CUNY Protests Aren’t What They Used to Be

Back in the 70’s CUNY students had a reputation for unrest and uncivilized protests. In 1970 students turned off elevators at Hunter College and took over the cafeteria, offering free food to all. Police with helmets were called in and classes were suspended. Finally the year of reckoning came. In 1976 the end of free tuition at CUNY was at hand. Students reacted with street marches in Harlem, three days of class boycotts, and 13 English faculty members began a hunger strike.

Thirteen years later, in 1989 another threat to raise tuition led to students at City College pouring glue and toothpicks into 400 locks on classroom doors. Traffic across the city was blocked by students, while administration buildings were seized. In 1991 more threats of tuition hikes led to more open protests, canceling classes and delaying commencement exercises.
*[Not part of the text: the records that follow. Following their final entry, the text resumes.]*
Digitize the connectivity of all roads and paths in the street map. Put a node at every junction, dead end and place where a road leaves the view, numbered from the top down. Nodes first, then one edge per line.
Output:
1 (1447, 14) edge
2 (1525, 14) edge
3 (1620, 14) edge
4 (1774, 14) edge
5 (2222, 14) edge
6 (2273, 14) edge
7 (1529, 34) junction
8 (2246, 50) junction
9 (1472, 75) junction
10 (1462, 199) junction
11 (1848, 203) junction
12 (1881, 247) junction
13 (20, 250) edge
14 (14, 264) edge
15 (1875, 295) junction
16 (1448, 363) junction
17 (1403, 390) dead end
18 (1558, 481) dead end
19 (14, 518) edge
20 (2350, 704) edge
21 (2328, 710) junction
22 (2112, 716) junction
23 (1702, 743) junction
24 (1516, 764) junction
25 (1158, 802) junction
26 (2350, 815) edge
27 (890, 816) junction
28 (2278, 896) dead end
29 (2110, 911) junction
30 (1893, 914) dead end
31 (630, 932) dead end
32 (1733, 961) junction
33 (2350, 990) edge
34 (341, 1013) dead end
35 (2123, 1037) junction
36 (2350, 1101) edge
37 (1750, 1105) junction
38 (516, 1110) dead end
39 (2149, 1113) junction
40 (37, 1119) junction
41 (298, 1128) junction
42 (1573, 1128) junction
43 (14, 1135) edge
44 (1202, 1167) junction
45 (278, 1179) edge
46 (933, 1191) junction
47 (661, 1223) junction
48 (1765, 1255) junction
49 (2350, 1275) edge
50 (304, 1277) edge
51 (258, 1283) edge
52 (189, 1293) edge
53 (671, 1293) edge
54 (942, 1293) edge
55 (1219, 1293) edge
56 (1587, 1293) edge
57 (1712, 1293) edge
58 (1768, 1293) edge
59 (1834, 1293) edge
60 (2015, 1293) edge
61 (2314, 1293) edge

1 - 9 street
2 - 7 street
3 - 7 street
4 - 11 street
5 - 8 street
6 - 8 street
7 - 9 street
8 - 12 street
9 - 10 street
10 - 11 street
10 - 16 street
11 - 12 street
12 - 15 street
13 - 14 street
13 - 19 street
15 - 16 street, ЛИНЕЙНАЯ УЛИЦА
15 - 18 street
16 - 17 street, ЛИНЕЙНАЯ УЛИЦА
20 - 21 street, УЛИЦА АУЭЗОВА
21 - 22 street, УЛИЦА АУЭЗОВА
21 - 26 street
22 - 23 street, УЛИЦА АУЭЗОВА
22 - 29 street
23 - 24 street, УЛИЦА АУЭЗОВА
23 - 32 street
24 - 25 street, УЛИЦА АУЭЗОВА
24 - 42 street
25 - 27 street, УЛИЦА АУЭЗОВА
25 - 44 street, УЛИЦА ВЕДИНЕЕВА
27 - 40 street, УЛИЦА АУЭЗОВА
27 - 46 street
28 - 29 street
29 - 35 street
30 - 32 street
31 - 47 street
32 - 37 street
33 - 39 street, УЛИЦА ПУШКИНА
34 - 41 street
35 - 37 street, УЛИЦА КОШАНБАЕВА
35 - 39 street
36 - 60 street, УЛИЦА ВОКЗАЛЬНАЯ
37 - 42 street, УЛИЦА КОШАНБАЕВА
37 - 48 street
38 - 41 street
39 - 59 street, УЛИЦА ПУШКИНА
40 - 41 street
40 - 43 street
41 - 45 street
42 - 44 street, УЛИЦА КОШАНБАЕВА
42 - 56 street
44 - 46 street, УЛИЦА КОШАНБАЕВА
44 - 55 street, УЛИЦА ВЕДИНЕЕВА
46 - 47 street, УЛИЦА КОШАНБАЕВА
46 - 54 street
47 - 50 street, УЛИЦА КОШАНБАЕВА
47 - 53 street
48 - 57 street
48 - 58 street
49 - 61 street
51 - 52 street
More recently protests have been remarkably more civilized, limited to shouting at meetings and organized marches and rallies. In almost no cases have any actual laws been broken nor has mayhem ensued.


Shari has certainly been around the block. As a teacher, writer, former CEO and present day master chef, Shari can cover a human interest story with a flare and style hard to match anywhere. Born and raised in the streets, schools and institutions of Brooklyn, Shari is the epitome of Brooklyn life. Contact Shari at shari(at)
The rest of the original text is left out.